US 12,430,517 B2
Method and system for document structure based unsupervised long-form technical question generation
Subhasish Ghosh, Kolkata (IN); Arpita Kundu, Kolkata (IN); Indrajit Bhattacharya, Kolkata (IN); Pratik Saini, Noida (IN); and Tapas Nayak, Kolkata (IN)
Assigned to Tata Consultancy Services Limited, Mumbai (IN)
Filed by Tata Consultancy Services Limited, Mumbai (IN)
Filed on Aug. 16, 2023, as Appl. No. 18/450,588.
Claims priority of application No. 202221052005 (IN), filed on Sep. 12, 2022.
Prior Publication US 2024/0095466 A1, Mar. 21, 2024
Int. Cl.
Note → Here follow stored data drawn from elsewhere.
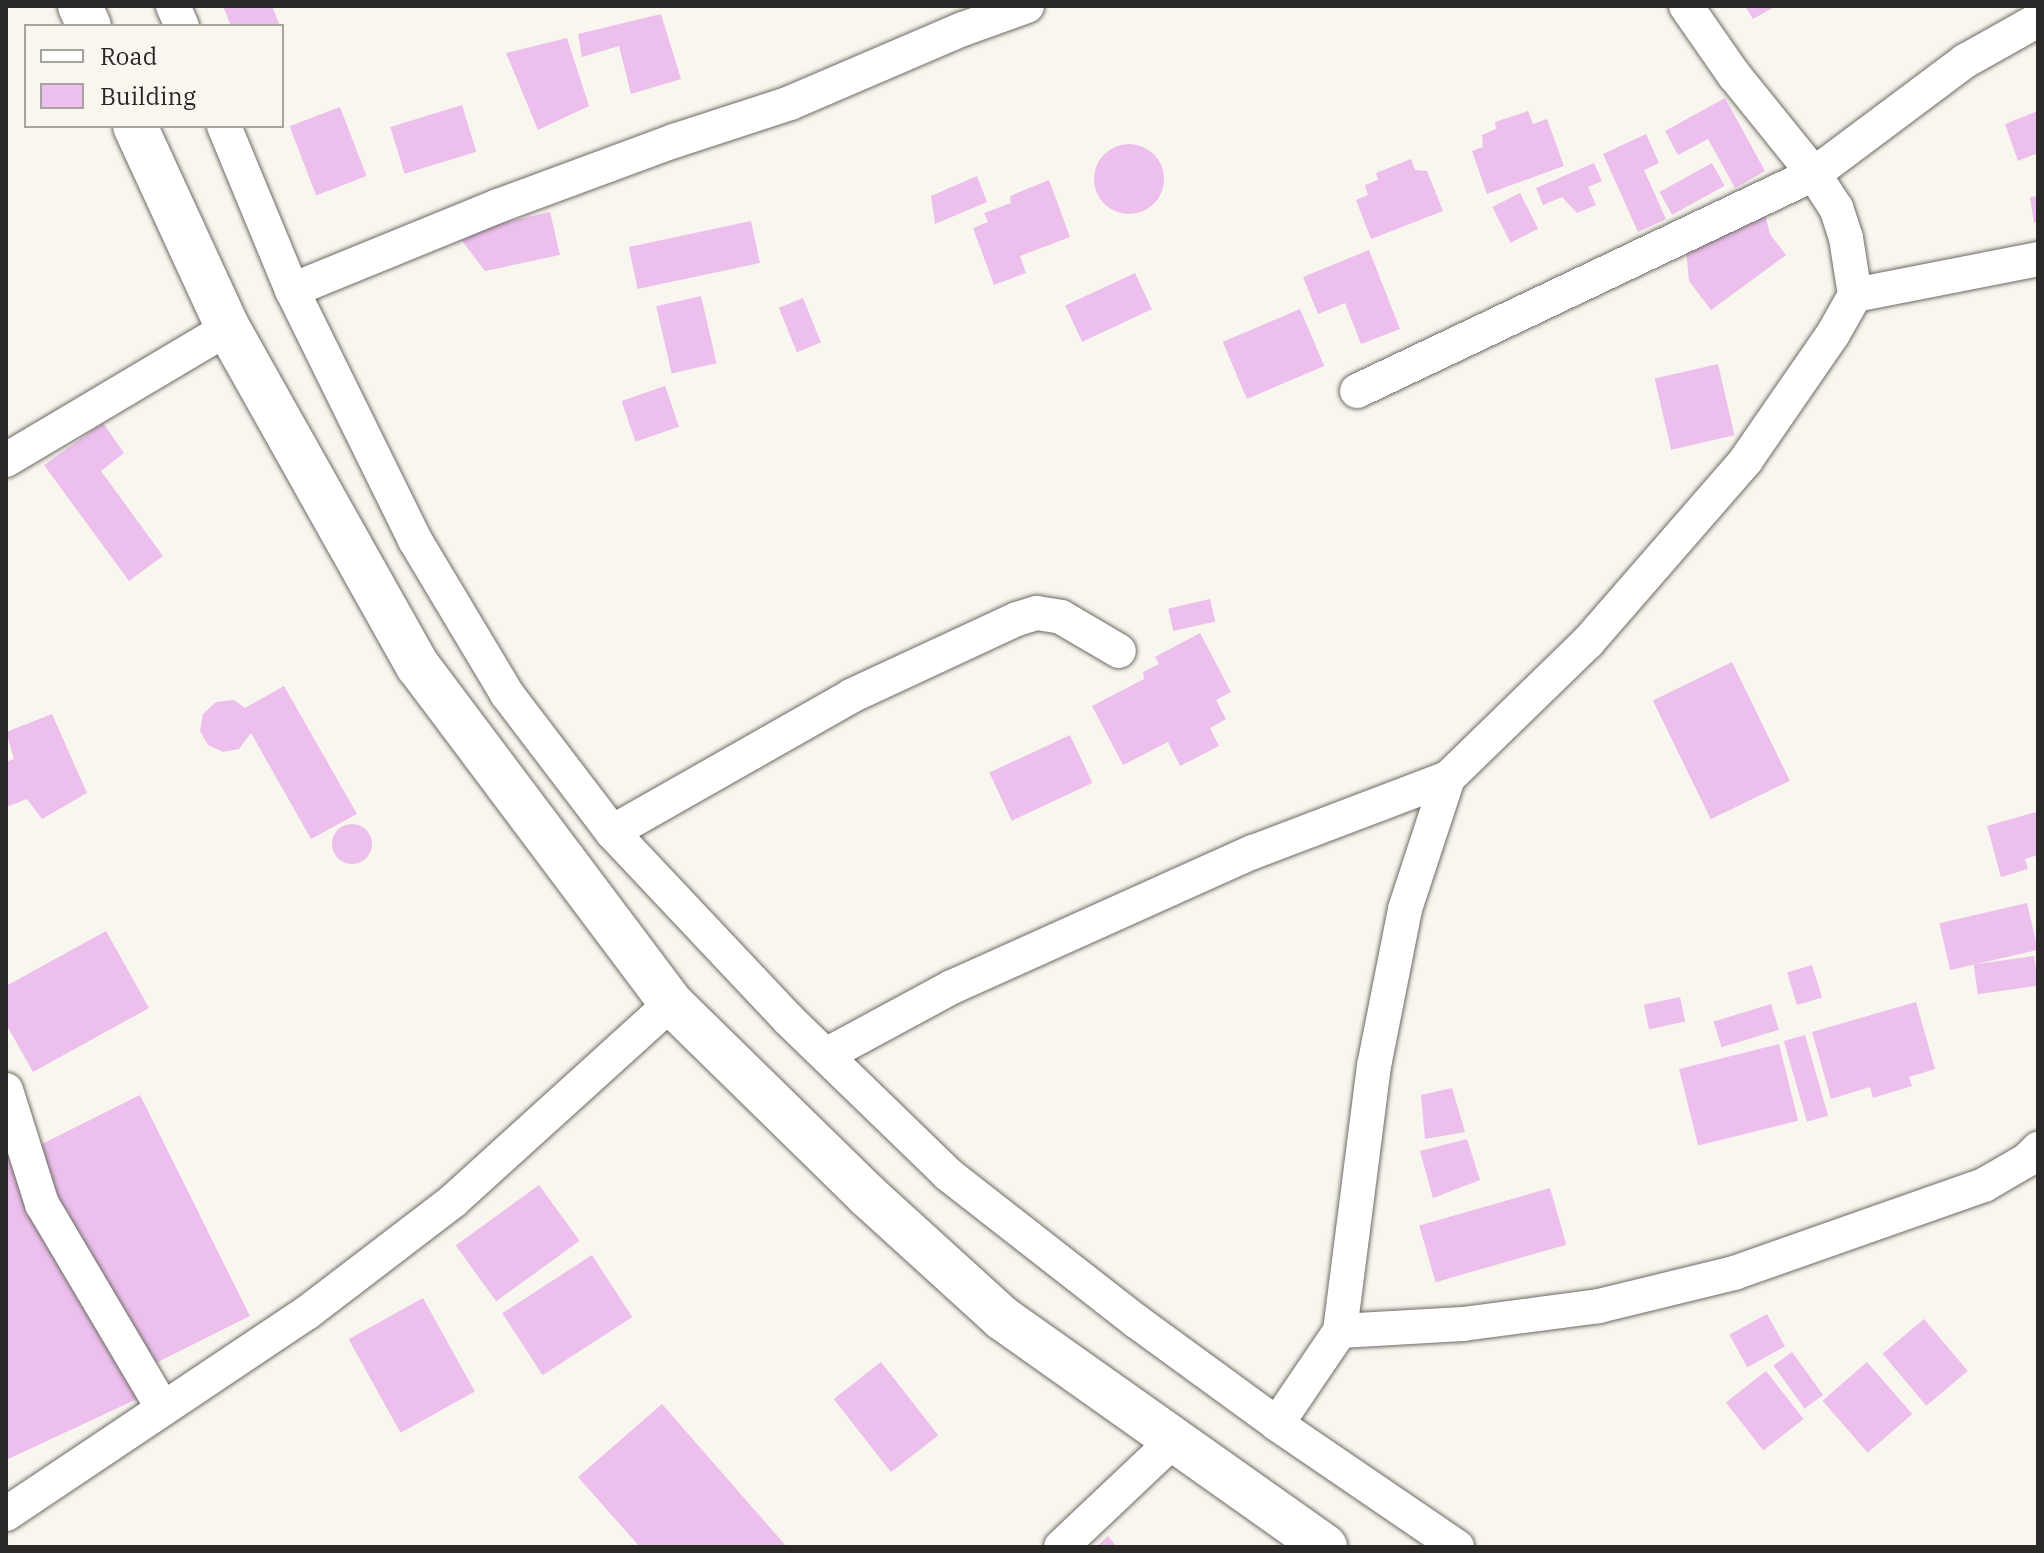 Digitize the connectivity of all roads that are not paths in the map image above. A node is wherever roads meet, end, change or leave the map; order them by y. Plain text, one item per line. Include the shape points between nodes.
1 (1027, 6) edge
2 (1686, 6) edge
3 (2038, 20) edge
4 (136, 128) edge
5 (225, 128) edge
6 (1814, 174) junction
7 (2038, 259) edge
8 (292, 290) junction
9 (1855, 295) junction
10 (228, 328) junction
11 (1357, 391) dead end
12 (6, 460) edge
13 (1119, 651) dead end
14 (1448, 778) junction
15 (612, 832) junction
16 (671, 1003) junction
17 (826, 1055) junction
18 (6, 1090) edge
19 (2038, 1149) edge
20 (1340, 1331) junction
21 (163, 1409) junction
22 (1277, 1424) junction
23 (1172, 1442) junction
24 (6, 1514) edge
25 (1061, 1547) edge
26 (1325, 1547) edge
27 (1457, 1547) edge

1 - 8 street via 790,103 498,206
2 - 6 street
3 - 6 street via 1965,61
4 - 10 highway
5 - 8 street
6 - 9 street via 1836,208
6 - 11 street
7 - 9 street
8 - 15 street via 415,540 507,694
9 - 14 street via 1746,460 1588,642
10 - 12 street
10 - 16 highway via 418,666
13 - 15 street via 1061,617 1037,613 1017,619 851,696
14 - 17 street via 1253,852 952,987
14 - 20 street via 1405,909 1382,1023
15 - 17 street
16 - 21 street via 453,1201 308,1312
16 - 23 highway via 1002,1318
17 - 22 street via 949,1175
18 - 21 street via 42,1204
19 - 20 street via 1984,1185 1734,1273 1599,1306 1463,1324
20 - 22 street
21 - 24 street
22 - 27 street
23 - 25 street
23 - 26 highway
G06F 40/14 (2020.01); G06F 40/137 (2020.01); G06F 40/205 (2020.01); G06F 40/40 (2020.01); G06Q 50/20 (2012.01); G06V 30/413 (2022.01)
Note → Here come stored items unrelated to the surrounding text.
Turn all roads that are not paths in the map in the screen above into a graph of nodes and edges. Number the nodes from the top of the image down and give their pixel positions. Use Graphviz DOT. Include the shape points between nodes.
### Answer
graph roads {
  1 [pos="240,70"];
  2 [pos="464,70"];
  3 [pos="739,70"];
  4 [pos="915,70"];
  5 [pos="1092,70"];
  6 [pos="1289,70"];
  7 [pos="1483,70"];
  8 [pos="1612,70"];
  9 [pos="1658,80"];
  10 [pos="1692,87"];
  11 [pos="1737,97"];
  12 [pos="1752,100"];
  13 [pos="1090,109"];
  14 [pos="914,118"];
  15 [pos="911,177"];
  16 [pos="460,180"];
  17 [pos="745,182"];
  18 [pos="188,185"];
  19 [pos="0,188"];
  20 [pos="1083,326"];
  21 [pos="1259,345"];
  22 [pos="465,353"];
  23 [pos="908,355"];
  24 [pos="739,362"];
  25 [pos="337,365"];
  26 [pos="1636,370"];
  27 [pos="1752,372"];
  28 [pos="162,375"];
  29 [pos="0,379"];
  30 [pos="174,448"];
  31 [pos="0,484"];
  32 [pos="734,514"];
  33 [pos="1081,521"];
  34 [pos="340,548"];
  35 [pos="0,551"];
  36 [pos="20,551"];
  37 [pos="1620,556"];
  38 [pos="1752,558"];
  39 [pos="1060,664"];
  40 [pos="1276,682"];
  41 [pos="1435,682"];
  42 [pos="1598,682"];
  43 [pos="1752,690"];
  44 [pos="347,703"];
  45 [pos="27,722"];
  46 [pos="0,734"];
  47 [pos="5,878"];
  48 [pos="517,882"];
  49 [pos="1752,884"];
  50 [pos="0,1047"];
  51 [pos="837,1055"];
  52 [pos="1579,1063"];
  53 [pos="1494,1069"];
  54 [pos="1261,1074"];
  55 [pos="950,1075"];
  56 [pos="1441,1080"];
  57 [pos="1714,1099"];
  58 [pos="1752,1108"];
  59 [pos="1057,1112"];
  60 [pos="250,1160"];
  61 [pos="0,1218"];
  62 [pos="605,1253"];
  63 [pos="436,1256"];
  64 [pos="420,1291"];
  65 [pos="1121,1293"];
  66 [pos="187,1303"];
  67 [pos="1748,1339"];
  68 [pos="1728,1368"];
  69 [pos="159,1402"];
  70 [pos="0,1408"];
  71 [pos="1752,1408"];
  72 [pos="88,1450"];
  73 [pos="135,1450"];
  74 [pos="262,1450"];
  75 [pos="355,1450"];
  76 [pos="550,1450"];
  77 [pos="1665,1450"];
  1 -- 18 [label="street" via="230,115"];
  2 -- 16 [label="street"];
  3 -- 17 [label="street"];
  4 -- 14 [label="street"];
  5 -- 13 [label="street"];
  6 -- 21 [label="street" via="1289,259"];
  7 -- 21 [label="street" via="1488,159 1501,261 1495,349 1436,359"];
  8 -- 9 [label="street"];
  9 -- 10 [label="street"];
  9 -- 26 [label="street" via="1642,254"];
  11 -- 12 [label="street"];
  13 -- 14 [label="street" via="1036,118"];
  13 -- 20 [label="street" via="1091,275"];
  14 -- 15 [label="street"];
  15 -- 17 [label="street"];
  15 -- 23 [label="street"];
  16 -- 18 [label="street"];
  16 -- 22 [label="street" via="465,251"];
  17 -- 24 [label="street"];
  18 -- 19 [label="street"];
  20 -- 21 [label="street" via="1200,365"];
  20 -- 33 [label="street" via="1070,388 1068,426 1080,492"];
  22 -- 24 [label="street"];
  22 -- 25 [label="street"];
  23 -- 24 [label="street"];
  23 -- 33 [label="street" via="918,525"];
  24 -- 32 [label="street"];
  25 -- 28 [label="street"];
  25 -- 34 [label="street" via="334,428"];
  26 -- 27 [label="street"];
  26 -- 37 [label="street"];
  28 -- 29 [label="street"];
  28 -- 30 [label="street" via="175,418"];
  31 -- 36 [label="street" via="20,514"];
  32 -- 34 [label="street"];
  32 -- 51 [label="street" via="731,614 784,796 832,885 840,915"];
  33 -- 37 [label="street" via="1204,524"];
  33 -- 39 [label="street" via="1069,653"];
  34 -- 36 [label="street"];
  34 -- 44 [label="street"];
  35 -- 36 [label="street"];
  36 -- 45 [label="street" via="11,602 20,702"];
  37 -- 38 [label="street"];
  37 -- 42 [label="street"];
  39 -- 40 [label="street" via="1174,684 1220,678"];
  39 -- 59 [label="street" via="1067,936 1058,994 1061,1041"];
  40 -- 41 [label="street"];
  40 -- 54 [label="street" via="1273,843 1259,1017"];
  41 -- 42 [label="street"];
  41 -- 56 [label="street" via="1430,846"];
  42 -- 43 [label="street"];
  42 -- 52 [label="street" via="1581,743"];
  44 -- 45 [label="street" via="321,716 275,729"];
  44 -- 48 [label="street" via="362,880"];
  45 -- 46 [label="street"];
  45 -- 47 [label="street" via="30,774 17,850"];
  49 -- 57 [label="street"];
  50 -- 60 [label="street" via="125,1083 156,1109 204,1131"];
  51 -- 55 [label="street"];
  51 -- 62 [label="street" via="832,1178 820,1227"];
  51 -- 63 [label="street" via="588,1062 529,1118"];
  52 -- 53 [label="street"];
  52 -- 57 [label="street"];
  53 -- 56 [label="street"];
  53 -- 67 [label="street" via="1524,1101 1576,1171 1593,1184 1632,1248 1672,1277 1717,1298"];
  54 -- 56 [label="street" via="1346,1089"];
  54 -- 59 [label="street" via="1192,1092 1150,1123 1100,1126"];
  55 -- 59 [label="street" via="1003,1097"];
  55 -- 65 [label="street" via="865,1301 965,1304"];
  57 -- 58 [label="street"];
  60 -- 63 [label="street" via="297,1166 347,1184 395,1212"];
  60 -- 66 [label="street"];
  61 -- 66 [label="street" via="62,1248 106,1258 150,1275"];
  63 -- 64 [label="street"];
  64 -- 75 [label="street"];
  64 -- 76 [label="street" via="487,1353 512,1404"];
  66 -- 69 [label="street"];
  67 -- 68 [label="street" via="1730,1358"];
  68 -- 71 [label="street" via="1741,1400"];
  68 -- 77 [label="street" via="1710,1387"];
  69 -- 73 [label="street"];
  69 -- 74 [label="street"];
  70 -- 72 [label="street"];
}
CPC G06F 40/40 (2020.01) [G06F 40/137 (2020.01); G06F 40/205 (2020.01); G06Q 50/20 (2013.01); G06V 30/413 (2022.01); G06V 2201/10 (2022.01)] 18 Claims
OG exemplary drawing
 
1. A processor implemented method, the method comprising:
receiving, by one or more hardware processors, a textbook document, wherein the textbook document is in Portable Document Format (PDF);
extracting, by the one or more hardware processors, a PDF metadata from the textbook document using a Natural Language Processing (NLP) technique, wherein the PDF metadata comprises text sizes, fonts, and text coordinates;
extracting, by the one or more hardware processors, a plurality of structures from the textbook document based on the PDF metadata using a NLP based filtering technique, wherein the plurality of structures comprising a plurality of hierarchical index structures and a plurality of Table of Content (TOC) structures, wherein each of the plurality of hierarchical index structures and the plurality of TOC structures is a tree structure comprising a plurality of nodes and a plurality of edges connecting the plurality of nodes;
annotating, by the one or more hardware processors, each of the plurality of hierarchical index structures by identifying a plurality of entities and a plurality of contexts corresponding to each of the plurality of entities using a parsing technique, wherein each of the plurality of nodes of each of the plurality of hierarchical index structures is annotated as one of a) an entity, b) a context, and c) an entity with context;
simultaneously annotating, by the one or more hardware processors, each of the plurality of TOC structures by identifying a plurality of type information using the parsing technique, wherein each of the plurality of nodes corresponding to each of the plurality of TOC structures are annotated as one of a) a question, b) a question phrase, c) a VBG (Verb Gerund present participle) phrase, d) a sentence and e) a noun phrase;
obtaining, by the one or more hardware processors, a plurality of index based question templates from a plurality of predefined question templates based on an annotated plurality of hierarchical index structures using an index based question template selection technique;
obtaining, by the one or more hardware processors, a plurality of TOC based question templates from the plurality of predefined question templates based on an annotated plurality of TOC structures using a TOC structure based question template selection technique, wherein the TOC structure based question template selection technique selects the plurality of TOC based question templates based on the plurality of type information; and
generating, by the one or more hardware processors, a plurality of long-form technical questions based on the annotated plurality of hierarchical index structure and the annotated plurality of TOC structures by instantiating the plurality of index based question templates and the plurality of TOC based question templates.